Task requirements:
Output each record exactly. Leave none out.

# # #

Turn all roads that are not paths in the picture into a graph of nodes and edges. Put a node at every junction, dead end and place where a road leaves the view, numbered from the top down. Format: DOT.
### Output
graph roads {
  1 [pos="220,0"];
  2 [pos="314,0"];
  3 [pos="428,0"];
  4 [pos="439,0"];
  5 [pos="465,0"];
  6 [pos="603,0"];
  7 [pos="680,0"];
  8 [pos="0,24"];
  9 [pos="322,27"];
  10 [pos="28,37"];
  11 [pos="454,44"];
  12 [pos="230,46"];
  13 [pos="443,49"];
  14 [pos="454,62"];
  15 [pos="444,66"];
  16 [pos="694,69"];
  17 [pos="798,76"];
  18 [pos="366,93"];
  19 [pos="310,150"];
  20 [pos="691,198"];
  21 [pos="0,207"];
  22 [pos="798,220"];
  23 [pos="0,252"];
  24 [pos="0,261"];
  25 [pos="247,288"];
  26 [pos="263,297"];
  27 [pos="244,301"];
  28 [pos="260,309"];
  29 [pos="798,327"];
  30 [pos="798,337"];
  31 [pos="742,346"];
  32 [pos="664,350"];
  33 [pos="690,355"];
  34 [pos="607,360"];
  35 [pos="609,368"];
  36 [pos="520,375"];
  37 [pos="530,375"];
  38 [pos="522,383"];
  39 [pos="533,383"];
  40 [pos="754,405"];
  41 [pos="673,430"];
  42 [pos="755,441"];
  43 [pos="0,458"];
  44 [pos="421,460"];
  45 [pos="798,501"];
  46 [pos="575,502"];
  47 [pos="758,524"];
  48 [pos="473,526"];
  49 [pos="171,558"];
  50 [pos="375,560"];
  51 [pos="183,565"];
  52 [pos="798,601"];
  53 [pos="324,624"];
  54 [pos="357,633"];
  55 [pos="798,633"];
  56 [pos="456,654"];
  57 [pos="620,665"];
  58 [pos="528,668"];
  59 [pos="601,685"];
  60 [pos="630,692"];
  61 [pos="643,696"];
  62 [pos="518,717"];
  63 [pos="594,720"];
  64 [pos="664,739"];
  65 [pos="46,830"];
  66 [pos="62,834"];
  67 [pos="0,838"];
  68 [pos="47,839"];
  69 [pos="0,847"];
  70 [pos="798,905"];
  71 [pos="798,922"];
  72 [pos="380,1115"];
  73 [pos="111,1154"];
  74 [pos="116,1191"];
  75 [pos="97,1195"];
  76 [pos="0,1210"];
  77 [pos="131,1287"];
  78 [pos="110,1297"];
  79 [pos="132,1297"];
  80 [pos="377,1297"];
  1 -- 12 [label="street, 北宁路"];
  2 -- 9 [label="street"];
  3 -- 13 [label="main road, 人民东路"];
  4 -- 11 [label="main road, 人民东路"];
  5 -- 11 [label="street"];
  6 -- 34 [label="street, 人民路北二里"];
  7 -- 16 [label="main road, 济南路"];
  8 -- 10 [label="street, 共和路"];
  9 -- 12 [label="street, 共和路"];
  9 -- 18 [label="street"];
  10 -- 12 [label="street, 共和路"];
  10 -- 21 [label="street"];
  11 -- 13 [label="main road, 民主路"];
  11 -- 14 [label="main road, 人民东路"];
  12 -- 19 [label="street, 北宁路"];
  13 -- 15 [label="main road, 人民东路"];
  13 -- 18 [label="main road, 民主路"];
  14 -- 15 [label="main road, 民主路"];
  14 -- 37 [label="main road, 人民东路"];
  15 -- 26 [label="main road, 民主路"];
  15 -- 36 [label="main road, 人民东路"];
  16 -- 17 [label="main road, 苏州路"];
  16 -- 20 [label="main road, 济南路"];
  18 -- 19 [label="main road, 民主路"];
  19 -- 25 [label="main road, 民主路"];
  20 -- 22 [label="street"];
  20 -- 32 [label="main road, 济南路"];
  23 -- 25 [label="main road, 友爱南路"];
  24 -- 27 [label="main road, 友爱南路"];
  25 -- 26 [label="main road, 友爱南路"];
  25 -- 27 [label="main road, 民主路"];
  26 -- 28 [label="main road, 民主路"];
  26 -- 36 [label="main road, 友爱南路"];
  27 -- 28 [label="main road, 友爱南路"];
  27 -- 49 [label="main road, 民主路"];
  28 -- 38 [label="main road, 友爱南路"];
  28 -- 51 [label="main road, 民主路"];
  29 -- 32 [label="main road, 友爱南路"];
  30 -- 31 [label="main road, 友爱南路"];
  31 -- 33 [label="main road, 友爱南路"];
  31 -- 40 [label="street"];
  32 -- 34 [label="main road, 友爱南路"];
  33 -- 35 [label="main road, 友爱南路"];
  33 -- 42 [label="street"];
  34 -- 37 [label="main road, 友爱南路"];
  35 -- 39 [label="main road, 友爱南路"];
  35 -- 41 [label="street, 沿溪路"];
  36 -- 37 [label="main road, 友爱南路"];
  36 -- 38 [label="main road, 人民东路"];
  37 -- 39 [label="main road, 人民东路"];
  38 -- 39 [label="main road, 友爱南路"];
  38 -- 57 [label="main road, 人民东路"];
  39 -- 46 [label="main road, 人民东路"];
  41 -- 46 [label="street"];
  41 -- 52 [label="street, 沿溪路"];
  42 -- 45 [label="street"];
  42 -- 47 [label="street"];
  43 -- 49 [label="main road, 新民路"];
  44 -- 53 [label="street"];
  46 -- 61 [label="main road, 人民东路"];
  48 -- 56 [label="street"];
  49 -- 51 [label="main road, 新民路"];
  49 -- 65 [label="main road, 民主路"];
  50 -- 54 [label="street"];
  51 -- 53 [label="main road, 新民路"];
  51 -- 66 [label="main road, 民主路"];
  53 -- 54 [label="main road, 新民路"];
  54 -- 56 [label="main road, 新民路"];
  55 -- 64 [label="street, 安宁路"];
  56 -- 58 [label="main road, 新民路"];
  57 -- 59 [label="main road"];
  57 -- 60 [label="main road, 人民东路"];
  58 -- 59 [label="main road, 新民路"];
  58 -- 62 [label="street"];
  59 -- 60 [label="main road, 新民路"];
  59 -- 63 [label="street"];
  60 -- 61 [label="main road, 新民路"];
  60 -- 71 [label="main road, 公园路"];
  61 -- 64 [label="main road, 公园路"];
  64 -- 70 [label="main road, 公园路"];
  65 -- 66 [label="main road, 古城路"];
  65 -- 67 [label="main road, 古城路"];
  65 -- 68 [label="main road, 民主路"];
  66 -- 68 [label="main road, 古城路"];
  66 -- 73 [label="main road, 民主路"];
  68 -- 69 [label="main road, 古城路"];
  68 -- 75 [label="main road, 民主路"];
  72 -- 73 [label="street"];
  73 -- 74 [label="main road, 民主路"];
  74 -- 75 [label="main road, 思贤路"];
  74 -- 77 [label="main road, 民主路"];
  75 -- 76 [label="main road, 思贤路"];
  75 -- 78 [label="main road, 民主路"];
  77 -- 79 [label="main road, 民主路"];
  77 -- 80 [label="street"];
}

# # #

Expected answer:
Turn all roads that are not paths in the picture into a graph of nodes and edges. Put a node at every junction, dead end and place where a road leaves the view, numbered from the top down. Format: DOT.
### Output
graph roads {
  1 [pos="220,0"];
  2 [pos="314,0"];
  3 [pos="428,0"];
  4 [pos="439,0"];
  5 [pos="465,0"];
  6 [pos="603,0"];
  7 [pos="680,0"];
  8 [pos="0,24"];
  9 [pos="322,27"];
  10 [pos="28,37"];
  11 [pos="454,44"];
  12 [pos="230,46"];
  13 [pos="443,49"];
  14 [pos="454,62"];
  15 [pos="444,66"];
  16 [pos="694,69"];
  17 [pos="798,76"];
  18 [pos="366,93"];
  19 [pos="310,150"];
  20 [pos="691,198"];
  21 [pos="0,207"];
  22 [pos="798,220"];
  23 [pos="0,252"];
  24 [pos="0,261"];
  25 [pos="247,288"];
  26 [pos="263,297"];
  27 [pos="244,301"];
  28 [pos="260,309"];
  29 [pos="798,327"];
  30 [pos="798,337"];
  31 [pos="742,346"];
  32 [pos="664,350"];
  33 [pos="690,355"];
  34 [pos="607,360"];
  35 [pos="609,368"];
  36 [pos="520,375"];
  37 [pos="530,375"];
  38 [pos="522,383"];
  39 [pos="533,383"];
  40 [pos="754,405"];
  41 [pos="673,430"];
  42 [pos="755,441"];
  43 [pos="0,458"];
  44 [pos="421,460"];
  45 [pos="798,501"];
  46 [pos="575,502"];
  47 [pos="758,524"];
  48 [pos="473,526"];
  49 [pos="171,558"];
  50 [pos="375,560"];
  51 [pos="183,565"];
  52 [pos="798,601"];
  53 [pos="324,624"];
  54 [pos="357,633"];
  55 [pos="798,633"];
  56 [pos="456,654"];
  57 [pos="620,665"];
  58 [pos="528,668"];
  59 [pos="601,685"];
  60 [pos="630,692"];
  61 [pos="643,696"];
  62 [pos="518,717"];
  63 [pos="594,720"];
  64 [pos="664,739"];
  65 [pos="46,830"];
  66 [pos="62,834"];
  67 [pos="0,838"];
  68 [pos="47,839"];
  69 [pos="0,847"];
  70 [pos="798,905"];
  71 [pos="798,922"];
  72 [pos="380,1115"];
  73 [pos="111,1154"];
  74 [pos="116,1191"];
  75 [pos="97,1195"];
  76 [pos="0,1210"];
  77 [pos="131,1287"];
  78 [pos="110,1297"];
  79 [pos="132,1297"];
  80 [pos="377,1297"];
  1 -- 12 [label="street, 北宁路"];
  2 -- 9 [label="street"];
  3 -- 13 [label="main road, 人民东路"];
  4 -- 11 [label="main road, 人民东路"];
  5 -- 11 [label="street"];
  6 -- 34 [label="street, 人民路北二里"];
  7 -- 16 [label="main road, 济南路"];
  8 -- 10 [label="street, 共和路"];
  9 -- 12 [label="street, 共和路"];
  9 -- 18 [label="street"];
  10 -- 12 [label="street, 共和路"];
  10 -- 21 [label="street"];
  11 -- 13 [label="main road, 民主路"];
  11 -- 14 [label="main road, 人民东路"];
  12 -- 19 [label="street, 北宁路"];
  13 -- 15 [label="main road, 人民东路"];
  13 -- 18 [label="main road, 民主路"];
  14 -- 15 [label="main road, 民主路"];
  14 -- 37 [label="main road, 人民东路"];
  15 -- 26 [label="main road, 民主路"];
  15 -- 36 [label="main road, 人民东路"];
  16 -- 17 [label="main road, 苏州路"];
  16 -- 20 [label="main road, 济南路"];
  18 -- 19 [label="main road, 民主路"];
  19 -- 25 [label="main road, 民主路"];
  20 -- 22 [label="street"];
  20 -- 32 [label="main road, 济南路"];
  23 -- 25 [label="main road, 友爱南路"];
  24 -- 27 [label="main road, 友爱南路"];
  25 -- 26 [label="main road, 友爱南路"];
  25 -- 27 [label="main road, 民主路"];
  26 -- 28 [label="main road, 民主路"];
  26 -- 36 [label="main road, 友爱南路"];
  27 -- 28 [label="main road, 友爱南路"];
  27 -- 49 [label="main road, 民主路"];
  28 -- 38 [label="main road, 友爱南路"];
  28 -- 51 [label="main road, 民主路"];
  29 -- 32 [label="main road, 友爱南路"];
  30 -- 31 [label="main road, 友爱南路"];
  31 -- 33 [label="main road, 友爱南路"];
  31 -- 40 [label="street"];
  32 -- 34 [label="main road, 友爱南路"];
  33 -- 35 [label="main road, 友爱南路"];
  33 -- 42 [label="street"];
  34 -- 37 [label="main road, 友爱南路"];
  35 -- 39 [label="main road, 友爱南路"];
  35 -- 41 [label="street, 沿溪路"];
  36 -- 37 [label="main road, 友爱南路"];
  36 -- 38 [label="main road, 人民东路"];
  37 -- 39 [label="main road, 人民东路"];
  38 -- 39 [label="main road, 友爱南路"];
  38 -- 57 [label="main road, 人民东路"];
  39 -- 46 [label="main road, 人民东路"];
  41 -- 46 [label="street"];
  41 -- 52 [label="street, 沿溪路"];
  42 -- 45 [label="street"];
  42 -- 47 [label="street"];
  43 -- 49 [label="main road, 新民路"];
  44 -- 53 [label="street"];
  46 -- 61 [label="main road, 人民东路"];
  48 -- 56 [label="street"];
  49 -- 51 [label="main road, 新民路"];
  49 -- 65 [label="main road, 民主路"];
  50 -- 54 [label="street"];
  51 -- 53 [label="main road, 新民路"];
  51 -- 66 [label="main road, 民主路"];
  53 -- 54 [label="main road, 新民路"];
  54 -- 56 [label="main road, 新民路"];
  55 -- 64 [label="street, 安宁路"];
  56 -- 58 [label="main road, 新民路"];
  57 -- 59 [label="main road"];
  57 -- 60 [label="main road, 人民东路"];
  58 -- 59 [label="main road, 新民路"];
  58 -- 62 [label="street"];
  59 -- 60 [label="main road, 新民路"];
  59 -- 63 [label="street"];
  60 -- 61 [label="main road, 新民路"];
  60 -- 71 [label="main road, 公园路"];
  61 -- 64 [label="main road, 公园路"];
  64 -- 70 [label="main road, 公园路"];
  65 -- 66 [label="main road, 古城路"];
  65 -- 67 [label="main road, 古城路"];
  65 -- 68 [label="main road, 民主路"];
  66 -- 68 [label="main road, 古城路"];
  66 -- 73 [label="main road, 民主路"];
  68 -- 69 [label="main road, 古城路"];
  68 -- 75 [label="main road, 民主路"];
  72 -- 73 [label="street"];
  73 -- 74 [label="main road, 民主路"];
  74 -- 75 [label="main road, 思贤路"];
  74 -- 77 [label="main road, 民主路"];
  75 -- 76 [label="main road, 思贤路"];
  75 -- 78 [label="main road, 民主路"];
  77 -- 79 [label="main road, 民主路"];
  77 -- 80 [label="street"];
}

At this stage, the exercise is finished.